Produce the tally of lines in the material below that hold "edges", without anything else.

-------- INFORMATION SHOWN

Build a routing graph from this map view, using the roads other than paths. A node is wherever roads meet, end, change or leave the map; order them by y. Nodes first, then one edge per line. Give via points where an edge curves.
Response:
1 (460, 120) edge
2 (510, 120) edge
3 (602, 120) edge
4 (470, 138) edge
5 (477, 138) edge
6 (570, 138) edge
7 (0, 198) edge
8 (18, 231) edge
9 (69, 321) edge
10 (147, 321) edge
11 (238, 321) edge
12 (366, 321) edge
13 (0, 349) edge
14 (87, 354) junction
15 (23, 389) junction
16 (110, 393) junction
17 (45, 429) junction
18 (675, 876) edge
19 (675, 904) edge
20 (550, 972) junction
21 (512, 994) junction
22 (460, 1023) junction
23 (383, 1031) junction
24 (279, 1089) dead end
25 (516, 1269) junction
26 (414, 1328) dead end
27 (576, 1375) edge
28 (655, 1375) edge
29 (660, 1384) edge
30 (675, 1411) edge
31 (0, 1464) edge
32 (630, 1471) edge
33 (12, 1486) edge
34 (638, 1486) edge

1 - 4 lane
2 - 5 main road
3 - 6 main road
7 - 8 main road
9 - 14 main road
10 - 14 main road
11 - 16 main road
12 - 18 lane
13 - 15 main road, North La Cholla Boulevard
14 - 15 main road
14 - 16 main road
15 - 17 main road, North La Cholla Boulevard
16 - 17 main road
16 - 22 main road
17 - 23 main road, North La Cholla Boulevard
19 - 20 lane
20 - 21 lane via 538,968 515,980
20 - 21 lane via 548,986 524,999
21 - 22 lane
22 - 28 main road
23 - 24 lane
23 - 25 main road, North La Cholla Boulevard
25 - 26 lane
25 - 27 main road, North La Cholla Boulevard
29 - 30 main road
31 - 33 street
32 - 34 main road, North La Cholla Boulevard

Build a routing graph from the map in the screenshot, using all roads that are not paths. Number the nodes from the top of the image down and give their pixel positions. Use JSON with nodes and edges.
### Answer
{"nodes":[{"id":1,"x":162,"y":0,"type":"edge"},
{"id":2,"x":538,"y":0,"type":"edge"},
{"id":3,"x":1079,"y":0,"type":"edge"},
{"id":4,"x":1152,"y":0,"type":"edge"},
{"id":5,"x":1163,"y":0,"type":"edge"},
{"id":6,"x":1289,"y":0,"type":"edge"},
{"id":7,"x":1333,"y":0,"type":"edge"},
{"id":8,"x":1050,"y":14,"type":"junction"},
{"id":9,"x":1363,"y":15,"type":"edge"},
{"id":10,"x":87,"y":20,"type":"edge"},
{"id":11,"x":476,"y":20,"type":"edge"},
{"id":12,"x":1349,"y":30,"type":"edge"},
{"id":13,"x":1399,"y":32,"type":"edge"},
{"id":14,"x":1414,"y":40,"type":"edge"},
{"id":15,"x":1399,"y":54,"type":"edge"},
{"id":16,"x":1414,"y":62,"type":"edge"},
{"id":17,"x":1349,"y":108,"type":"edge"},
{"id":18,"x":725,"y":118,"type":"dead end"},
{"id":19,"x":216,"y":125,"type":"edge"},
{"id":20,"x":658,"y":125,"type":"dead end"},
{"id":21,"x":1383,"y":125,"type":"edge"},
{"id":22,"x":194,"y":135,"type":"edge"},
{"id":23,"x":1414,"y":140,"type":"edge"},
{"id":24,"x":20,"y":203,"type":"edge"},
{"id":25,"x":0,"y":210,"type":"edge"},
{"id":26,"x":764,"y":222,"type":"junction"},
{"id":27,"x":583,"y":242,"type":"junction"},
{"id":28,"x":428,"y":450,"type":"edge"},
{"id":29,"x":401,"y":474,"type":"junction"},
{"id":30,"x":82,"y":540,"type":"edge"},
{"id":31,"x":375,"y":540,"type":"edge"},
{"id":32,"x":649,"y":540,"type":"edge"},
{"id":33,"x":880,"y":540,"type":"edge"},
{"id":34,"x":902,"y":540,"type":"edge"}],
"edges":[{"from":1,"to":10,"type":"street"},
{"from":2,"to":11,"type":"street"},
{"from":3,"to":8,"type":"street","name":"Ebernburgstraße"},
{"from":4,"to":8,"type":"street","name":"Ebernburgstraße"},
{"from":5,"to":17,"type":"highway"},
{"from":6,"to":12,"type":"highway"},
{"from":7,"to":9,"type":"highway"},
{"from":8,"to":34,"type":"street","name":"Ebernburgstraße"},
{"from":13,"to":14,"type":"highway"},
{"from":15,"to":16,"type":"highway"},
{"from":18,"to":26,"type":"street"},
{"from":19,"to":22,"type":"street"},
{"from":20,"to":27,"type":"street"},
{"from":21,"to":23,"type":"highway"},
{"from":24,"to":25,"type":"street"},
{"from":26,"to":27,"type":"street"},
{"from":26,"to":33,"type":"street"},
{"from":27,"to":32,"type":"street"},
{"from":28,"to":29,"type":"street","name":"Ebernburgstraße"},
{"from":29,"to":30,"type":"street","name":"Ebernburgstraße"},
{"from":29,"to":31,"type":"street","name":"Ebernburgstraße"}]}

----------------

YOUR RESPONSE: 2